→ Problem to work on
How many lines of the data include the string "highway"? State that number alone.
╭─ Given data
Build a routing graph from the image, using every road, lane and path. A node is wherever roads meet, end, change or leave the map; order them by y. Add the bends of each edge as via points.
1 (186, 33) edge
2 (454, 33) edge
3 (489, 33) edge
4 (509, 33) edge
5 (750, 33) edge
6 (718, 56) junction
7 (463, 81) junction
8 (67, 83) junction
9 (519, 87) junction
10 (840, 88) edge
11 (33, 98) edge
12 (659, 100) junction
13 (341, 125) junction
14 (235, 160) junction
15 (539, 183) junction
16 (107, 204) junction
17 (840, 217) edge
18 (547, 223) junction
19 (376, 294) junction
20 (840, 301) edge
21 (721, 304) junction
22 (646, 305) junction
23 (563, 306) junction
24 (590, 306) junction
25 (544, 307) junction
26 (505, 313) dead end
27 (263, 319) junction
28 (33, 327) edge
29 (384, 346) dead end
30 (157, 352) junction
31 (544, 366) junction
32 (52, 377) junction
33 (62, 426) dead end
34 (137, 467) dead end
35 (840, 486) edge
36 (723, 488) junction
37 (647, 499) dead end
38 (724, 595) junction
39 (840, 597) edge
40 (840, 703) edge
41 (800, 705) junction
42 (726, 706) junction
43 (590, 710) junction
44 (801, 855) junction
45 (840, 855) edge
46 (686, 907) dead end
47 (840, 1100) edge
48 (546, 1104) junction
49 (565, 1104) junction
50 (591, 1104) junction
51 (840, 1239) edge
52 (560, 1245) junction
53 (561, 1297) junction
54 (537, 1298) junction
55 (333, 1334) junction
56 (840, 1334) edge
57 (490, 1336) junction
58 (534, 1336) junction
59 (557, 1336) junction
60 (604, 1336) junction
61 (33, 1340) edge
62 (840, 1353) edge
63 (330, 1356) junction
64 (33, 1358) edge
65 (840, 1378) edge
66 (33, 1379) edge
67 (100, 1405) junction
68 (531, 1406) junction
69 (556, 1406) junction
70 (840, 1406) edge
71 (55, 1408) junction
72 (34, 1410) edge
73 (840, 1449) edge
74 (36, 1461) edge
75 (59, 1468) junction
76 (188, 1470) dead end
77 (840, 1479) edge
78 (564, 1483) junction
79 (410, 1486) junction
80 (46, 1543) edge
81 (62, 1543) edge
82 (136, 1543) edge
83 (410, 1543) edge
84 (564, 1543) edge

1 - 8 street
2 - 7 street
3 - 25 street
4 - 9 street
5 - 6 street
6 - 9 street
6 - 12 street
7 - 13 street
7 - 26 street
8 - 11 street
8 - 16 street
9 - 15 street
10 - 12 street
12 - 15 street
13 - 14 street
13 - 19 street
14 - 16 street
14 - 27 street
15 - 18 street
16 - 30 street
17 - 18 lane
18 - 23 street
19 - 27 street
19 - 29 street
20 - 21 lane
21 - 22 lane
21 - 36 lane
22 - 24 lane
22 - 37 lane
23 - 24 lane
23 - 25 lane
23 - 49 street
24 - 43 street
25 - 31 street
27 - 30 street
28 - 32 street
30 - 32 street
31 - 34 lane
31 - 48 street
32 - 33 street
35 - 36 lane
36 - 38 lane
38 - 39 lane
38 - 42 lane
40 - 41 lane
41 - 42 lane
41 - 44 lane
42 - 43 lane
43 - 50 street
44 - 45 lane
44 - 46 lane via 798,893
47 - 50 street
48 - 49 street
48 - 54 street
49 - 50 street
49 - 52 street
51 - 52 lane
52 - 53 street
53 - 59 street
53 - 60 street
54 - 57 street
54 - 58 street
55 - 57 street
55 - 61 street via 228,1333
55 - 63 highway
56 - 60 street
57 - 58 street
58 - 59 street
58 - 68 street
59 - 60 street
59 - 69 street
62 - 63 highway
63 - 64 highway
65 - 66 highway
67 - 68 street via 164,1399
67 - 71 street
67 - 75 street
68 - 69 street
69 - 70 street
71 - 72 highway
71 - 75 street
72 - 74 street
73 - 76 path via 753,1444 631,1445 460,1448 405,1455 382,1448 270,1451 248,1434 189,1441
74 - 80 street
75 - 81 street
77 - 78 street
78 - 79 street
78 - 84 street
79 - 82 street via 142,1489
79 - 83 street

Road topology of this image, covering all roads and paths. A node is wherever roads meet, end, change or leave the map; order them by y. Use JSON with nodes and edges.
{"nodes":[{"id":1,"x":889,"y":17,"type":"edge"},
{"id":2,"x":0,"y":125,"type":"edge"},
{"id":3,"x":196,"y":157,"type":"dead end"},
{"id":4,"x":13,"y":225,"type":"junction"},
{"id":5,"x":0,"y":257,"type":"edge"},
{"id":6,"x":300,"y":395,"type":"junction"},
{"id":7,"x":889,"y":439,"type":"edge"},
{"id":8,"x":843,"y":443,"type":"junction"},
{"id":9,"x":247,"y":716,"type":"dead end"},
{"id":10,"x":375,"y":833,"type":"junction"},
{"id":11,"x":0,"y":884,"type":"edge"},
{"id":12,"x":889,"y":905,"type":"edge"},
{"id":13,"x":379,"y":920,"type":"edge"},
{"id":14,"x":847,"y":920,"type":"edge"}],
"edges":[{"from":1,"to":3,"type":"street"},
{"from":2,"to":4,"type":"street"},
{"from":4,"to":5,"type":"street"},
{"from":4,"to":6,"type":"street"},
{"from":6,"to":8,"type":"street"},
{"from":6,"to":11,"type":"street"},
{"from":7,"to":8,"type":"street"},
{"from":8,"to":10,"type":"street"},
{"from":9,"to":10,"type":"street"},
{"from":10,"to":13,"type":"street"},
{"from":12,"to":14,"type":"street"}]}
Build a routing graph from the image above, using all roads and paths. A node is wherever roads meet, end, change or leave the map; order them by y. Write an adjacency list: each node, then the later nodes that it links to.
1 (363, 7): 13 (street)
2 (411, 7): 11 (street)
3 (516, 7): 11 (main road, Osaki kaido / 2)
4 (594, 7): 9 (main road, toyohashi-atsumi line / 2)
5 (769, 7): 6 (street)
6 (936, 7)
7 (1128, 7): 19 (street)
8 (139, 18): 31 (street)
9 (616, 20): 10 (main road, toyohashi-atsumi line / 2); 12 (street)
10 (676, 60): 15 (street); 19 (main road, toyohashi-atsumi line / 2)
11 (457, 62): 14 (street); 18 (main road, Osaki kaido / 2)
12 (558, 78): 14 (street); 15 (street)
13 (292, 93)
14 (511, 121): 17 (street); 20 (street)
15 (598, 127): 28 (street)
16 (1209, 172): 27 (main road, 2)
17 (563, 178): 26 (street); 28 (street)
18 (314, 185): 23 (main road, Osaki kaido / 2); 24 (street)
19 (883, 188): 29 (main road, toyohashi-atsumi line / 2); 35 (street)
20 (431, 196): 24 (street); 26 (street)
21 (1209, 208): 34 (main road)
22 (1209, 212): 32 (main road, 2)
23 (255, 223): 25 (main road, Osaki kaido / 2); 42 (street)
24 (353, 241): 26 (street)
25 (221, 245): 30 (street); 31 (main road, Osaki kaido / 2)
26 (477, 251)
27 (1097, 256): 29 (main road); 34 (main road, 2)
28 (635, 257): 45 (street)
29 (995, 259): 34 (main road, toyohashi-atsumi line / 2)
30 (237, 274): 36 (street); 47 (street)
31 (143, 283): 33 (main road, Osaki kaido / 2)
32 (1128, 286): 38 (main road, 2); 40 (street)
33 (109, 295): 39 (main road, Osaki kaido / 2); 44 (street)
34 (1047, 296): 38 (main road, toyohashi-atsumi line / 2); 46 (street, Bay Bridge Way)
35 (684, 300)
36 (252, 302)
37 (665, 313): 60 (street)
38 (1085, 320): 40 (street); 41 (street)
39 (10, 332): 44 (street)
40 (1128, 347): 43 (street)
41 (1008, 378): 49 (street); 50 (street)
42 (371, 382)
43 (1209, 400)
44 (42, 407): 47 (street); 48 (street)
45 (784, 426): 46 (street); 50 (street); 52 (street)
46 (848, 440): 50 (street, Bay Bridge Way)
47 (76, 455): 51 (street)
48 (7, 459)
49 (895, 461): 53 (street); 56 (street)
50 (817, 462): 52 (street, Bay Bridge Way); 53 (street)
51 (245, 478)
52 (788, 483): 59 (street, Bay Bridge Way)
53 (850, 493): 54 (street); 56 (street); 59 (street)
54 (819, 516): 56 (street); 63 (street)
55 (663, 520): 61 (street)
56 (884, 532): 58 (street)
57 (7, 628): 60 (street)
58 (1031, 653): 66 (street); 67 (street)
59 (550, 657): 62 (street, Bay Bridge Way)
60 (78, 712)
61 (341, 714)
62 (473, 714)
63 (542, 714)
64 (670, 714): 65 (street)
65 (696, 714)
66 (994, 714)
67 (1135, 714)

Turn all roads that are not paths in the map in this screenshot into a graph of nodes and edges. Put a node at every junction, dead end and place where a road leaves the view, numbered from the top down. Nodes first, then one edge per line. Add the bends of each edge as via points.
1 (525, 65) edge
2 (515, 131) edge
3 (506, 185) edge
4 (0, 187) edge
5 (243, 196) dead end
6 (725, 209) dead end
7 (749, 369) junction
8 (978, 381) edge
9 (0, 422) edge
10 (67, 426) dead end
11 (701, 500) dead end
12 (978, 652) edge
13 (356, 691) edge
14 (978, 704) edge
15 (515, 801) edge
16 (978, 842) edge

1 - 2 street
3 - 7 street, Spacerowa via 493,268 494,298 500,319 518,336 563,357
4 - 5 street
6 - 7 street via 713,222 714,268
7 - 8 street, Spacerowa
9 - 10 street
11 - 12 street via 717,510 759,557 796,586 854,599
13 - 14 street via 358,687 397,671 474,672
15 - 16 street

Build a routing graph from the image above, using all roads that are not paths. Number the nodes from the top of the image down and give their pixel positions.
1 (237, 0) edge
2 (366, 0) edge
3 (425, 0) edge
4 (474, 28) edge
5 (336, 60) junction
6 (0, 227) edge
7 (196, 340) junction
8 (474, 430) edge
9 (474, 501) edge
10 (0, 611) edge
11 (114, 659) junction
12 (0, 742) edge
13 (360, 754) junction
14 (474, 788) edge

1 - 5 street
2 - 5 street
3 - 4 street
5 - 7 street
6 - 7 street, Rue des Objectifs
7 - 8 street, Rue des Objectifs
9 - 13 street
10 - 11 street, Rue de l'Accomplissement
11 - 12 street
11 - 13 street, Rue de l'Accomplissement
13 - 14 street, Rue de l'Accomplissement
╰─
→ Solution below
5